Top of Supplied data

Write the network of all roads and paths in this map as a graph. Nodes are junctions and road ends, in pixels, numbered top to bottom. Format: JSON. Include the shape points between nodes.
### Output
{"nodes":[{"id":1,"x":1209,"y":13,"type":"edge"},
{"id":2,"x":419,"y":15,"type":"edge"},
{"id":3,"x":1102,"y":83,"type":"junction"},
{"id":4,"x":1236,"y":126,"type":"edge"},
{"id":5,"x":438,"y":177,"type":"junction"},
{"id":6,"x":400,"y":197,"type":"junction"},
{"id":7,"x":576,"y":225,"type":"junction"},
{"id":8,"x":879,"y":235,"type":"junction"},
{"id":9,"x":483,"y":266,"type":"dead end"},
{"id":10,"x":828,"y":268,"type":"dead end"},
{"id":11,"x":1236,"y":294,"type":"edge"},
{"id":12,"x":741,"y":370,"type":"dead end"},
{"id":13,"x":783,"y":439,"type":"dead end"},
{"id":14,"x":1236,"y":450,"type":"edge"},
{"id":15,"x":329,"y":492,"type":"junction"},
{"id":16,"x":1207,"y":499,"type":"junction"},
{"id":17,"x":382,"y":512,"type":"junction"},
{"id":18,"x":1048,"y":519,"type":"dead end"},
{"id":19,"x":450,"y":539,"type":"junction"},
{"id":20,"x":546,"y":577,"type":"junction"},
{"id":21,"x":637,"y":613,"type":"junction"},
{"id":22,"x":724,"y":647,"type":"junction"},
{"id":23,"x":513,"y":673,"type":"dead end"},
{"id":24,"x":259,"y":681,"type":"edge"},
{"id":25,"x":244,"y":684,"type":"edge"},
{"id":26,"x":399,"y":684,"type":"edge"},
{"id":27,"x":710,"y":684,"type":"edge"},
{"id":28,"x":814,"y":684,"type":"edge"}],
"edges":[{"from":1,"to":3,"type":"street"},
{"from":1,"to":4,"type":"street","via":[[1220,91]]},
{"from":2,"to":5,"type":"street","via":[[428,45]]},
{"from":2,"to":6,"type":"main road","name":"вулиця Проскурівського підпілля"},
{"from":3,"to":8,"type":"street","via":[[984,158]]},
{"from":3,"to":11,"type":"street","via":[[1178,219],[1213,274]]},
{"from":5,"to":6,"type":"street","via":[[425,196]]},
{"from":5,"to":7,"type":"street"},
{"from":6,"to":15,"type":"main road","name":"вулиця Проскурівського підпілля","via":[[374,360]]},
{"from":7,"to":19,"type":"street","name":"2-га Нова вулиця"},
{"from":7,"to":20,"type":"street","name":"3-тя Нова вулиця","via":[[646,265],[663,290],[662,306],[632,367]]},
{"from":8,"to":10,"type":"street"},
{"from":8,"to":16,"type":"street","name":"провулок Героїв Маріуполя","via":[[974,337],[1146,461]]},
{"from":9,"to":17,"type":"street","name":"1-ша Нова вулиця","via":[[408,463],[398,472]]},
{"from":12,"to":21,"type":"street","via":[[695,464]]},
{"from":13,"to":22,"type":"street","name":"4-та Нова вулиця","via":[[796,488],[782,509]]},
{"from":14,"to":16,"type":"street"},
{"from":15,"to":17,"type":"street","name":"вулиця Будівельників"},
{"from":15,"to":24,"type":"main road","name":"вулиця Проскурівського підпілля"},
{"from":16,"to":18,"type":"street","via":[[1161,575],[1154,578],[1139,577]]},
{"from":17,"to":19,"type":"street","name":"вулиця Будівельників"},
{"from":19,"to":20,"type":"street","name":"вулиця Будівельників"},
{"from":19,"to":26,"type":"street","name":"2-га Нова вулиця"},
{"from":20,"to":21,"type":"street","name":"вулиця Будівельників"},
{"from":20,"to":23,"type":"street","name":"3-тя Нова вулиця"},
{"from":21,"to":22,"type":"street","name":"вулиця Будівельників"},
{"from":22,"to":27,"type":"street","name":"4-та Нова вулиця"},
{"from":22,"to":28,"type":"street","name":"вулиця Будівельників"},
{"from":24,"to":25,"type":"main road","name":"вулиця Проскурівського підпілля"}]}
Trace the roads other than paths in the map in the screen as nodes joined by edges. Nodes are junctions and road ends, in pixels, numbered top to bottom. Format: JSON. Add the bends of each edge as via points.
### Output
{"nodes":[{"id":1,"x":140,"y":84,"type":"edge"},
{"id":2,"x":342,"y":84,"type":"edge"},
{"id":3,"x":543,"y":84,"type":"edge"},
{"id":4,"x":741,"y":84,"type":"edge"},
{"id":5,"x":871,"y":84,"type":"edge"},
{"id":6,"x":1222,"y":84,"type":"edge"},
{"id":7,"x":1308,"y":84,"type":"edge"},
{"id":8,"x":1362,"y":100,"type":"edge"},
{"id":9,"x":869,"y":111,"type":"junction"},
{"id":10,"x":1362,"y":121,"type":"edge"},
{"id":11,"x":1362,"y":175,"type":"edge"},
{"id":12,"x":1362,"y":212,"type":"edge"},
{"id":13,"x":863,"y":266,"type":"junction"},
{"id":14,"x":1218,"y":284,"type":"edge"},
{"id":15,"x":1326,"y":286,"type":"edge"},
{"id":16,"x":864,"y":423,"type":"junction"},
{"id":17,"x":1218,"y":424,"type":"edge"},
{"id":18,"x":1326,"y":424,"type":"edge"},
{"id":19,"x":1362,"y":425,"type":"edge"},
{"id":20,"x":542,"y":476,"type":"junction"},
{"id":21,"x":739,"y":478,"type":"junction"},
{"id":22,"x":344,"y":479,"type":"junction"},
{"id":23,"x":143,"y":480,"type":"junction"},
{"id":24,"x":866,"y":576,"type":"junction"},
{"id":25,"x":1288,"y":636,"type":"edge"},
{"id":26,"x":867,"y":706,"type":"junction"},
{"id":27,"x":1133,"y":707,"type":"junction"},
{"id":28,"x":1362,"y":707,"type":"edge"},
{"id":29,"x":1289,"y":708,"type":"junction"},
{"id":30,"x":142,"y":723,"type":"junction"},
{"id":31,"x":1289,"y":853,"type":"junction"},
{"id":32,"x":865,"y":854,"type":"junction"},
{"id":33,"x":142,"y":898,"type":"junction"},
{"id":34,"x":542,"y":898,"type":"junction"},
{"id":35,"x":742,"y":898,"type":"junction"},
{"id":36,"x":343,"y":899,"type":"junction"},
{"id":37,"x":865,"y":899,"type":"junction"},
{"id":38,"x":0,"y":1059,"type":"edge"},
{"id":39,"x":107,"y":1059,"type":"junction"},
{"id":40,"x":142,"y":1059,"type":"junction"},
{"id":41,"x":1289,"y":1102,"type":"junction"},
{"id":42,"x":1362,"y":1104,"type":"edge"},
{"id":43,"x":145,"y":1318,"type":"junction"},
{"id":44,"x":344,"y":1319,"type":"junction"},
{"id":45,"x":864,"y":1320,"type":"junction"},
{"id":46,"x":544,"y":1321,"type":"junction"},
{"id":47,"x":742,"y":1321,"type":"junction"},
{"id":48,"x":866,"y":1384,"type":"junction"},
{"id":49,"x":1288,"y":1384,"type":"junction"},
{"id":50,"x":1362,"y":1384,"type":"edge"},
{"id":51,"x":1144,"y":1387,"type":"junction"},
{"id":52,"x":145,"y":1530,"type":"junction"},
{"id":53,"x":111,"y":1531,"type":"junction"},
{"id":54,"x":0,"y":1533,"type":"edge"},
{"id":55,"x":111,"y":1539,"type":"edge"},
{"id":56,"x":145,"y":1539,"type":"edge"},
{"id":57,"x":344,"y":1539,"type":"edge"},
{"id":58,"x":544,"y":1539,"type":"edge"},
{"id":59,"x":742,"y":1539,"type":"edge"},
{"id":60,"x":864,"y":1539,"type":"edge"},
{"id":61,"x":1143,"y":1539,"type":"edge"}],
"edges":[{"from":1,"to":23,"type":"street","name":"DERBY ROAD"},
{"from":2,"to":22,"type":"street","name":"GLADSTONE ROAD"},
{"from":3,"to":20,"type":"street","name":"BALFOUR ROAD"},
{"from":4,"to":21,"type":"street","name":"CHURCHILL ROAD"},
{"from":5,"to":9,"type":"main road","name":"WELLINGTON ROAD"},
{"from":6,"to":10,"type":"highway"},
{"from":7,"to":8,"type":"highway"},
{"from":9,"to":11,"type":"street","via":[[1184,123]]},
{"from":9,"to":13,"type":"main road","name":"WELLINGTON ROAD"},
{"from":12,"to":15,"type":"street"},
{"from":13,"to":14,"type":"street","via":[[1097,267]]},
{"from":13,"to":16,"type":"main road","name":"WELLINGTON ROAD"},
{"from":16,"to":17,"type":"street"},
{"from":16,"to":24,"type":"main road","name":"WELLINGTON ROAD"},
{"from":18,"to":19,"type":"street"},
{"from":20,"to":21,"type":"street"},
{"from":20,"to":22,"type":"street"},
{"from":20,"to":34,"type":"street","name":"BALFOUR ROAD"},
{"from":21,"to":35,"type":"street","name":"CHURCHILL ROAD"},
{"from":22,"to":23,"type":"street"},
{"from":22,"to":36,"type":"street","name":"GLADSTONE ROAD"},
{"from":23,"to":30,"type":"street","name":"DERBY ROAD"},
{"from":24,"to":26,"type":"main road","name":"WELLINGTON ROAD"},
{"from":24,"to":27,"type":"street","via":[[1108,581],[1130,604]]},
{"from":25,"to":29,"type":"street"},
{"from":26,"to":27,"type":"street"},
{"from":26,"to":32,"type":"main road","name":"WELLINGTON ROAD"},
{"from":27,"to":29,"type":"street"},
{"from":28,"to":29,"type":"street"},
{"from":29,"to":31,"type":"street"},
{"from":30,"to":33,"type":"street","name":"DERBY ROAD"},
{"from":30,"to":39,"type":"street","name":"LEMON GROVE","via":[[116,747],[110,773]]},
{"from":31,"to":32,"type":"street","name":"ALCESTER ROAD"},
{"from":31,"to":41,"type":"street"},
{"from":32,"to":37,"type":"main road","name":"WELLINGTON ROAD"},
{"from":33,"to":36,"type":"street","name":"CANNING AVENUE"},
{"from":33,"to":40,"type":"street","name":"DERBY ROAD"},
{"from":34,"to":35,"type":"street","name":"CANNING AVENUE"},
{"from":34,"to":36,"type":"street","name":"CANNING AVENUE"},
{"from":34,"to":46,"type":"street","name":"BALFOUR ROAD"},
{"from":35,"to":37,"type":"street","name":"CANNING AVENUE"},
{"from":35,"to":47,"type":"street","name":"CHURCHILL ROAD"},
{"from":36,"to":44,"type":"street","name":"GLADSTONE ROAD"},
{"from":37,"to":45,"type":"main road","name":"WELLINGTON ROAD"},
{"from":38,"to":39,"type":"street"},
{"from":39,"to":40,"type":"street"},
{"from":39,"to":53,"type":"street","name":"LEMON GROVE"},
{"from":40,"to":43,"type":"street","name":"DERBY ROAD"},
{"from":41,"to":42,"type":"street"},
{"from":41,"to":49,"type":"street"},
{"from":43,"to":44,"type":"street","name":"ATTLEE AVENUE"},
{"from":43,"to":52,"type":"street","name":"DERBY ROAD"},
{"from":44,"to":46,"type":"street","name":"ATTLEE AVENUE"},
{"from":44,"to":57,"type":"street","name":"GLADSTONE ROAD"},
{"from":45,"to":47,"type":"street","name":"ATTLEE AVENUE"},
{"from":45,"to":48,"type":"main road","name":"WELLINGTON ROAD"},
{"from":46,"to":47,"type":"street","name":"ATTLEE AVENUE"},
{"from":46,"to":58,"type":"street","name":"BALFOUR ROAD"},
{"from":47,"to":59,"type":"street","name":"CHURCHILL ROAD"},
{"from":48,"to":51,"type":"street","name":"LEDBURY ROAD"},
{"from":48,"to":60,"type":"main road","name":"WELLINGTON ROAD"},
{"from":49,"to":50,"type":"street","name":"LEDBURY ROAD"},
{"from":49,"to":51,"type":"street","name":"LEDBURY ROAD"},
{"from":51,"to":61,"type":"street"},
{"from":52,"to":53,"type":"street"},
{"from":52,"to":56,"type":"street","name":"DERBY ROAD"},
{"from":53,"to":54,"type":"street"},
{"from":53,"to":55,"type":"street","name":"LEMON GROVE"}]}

Bottom of Supplied data

**Your instructions:** Every line holding the word "JSON" should be copied out of the material.

**Written answer:**
Write the network of all roads and paths in this map as a graph. Nodes are junctions and road ends, in pixels, numbered top to bottom. Format: JSON. Include the shape points between nodes.
Trace the roads other than paths in the map in the screen as nodes joined by edges. Nodes are junctions and road ends, in pixels, numbered top to bottom. Format: JSON. Add the bends of each edge as via points.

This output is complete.